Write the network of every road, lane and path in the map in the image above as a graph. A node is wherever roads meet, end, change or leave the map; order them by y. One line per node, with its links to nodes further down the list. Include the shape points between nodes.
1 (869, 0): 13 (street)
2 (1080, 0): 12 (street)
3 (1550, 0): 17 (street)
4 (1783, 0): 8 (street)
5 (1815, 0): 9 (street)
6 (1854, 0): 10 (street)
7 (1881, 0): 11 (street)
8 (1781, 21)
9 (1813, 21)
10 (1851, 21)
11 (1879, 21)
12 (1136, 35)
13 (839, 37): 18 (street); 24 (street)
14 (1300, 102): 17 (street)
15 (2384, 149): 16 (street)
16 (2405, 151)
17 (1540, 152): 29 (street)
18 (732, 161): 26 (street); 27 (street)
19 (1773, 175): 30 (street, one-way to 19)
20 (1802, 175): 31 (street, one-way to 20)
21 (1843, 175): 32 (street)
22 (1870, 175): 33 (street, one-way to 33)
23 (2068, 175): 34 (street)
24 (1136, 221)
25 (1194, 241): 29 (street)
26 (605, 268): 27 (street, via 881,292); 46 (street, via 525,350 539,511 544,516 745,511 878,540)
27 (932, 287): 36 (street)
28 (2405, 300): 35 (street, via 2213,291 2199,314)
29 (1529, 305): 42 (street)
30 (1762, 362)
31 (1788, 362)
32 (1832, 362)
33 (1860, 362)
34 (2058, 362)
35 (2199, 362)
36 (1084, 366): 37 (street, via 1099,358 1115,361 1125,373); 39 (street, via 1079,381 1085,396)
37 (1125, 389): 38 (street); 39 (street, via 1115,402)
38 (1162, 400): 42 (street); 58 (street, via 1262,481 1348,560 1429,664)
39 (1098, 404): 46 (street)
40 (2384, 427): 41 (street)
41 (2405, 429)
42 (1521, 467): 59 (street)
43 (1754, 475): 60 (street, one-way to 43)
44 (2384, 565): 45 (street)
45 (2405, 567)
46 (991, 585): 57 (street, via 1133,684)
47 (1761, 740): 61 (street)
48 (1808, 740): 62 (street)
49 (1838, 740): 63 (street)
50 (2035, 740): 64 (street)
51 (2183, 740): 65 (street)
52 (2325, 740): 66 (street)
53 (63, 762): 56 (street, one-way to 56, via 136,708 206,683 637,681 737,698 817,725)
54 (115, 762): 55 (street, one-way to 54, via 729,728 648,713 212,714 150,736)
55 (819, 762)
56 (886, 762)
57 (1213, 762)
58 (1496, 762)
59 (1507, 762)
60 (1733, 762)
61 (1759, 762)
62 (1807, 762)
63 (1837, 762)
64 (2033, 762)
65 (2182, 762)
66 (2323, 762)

_TASK ITEM_
Please write the full listing out again, exactly.

_EXERCISE RESPONSE_
Write the network of every road, lane and path in the map in the image above as a graph. A node is wherever roads meet, end, change or leave the map; order them by y. One line per node, with its links to nodes further down the list. Include the shape points between nodes.
1 (869, 0): 13 (street)
2 (1080, 0): 12 (street)
3 (1550, 0): 17 (street)
4 (1783, 0): 8 (street)
5 (1815, 0): 9 (street)
6 (1854, 0): 10 (street)
7 (1881, 0): 11 (street)
8 (1781, 21)
9 (1813, 21)
10 (1851, 21)
11 (1879, 21)
12 (1136, 35)
13 (839, 37): 18 (street); 24 (street)
14 (1300, 102): 17 (street)
15 (2384, 149): 16 (street)
16 (2405, 151)
17 (1540, 152): 29 (street)
18 (732, 161): 26 (street); 27 (street)
19 (1773, 175): 30 (street, one-way to 19)
20 (1802, 175): 31 (street, one-way to 20)
21 (1843, 175): 32 (street)
22 (1870, 175): 33 (street, one-way to 33)
23 (2068, 175): 34 (street)
24 (1136, 221)
25 (1194, 241): 29 (street)
26 (605, 268): 27 (street, via 881,292); 46 (street, via 525,350 539,511 544,516 745,511 878,540)
27 (932, 287): 36 (street)
28 (2405, 300): 35 (street, via 2213,291 2199,314)
29 (1529, 305): 42 (street)
30 (1762, 362)
31 (1788, 362)
32 (1832, 362)
33 (1860, 362)
34 (2058, 362)
35 (2199, 362)
36 (1084, 366): 37 (street, via 1099,358 1115,361 1125,373); 39 (street, via 1079,381 1085,396)
37 (1125, 389): 38 (street); 39 (street, via 1115,402)
38 (1162, 400): 42 (street); 58 (street, via 1262,481 1348,560 1429,664)
39 (1098, 404): 46 (street)
40 (2384, 427): 41 (street)
41 (2405, 429)
42 (1521, 467): 59 (street)
43 (1754, 475): 60 (street, one-way to 43)
44 (2384, 565): 45 (street)
45 (2405, 567)
46 (991, 585): 57 (street, via 1133,684)
47 (1761, 740): 61 (street)
48 (1808, 740): 62 (street)
49 (1838, 740): 63 (street)
50 (2035, 740): 64 (street)
51 (2183, 740): 65 (street)
52 (2325, 740): 66 (street)
53 (63, 762): 56 (street, one-way to 56, via 136,708 206,683 637,681 737,698 817,725)
54 (115, 762): 55 (street, one-way to 54, via 729,728 648,713 212,714 150,736)
55 (819, 762)
56 (886, 762)
57 (1213, 762)
58 (1496, 762)
59 (1507, 762)
60 (1733, 762)
61 (1759, 762)
62 (1807, 762)
63 (1837, 762)
64 (2033, 762)
65 (2182, 762)
66 (2323, 762)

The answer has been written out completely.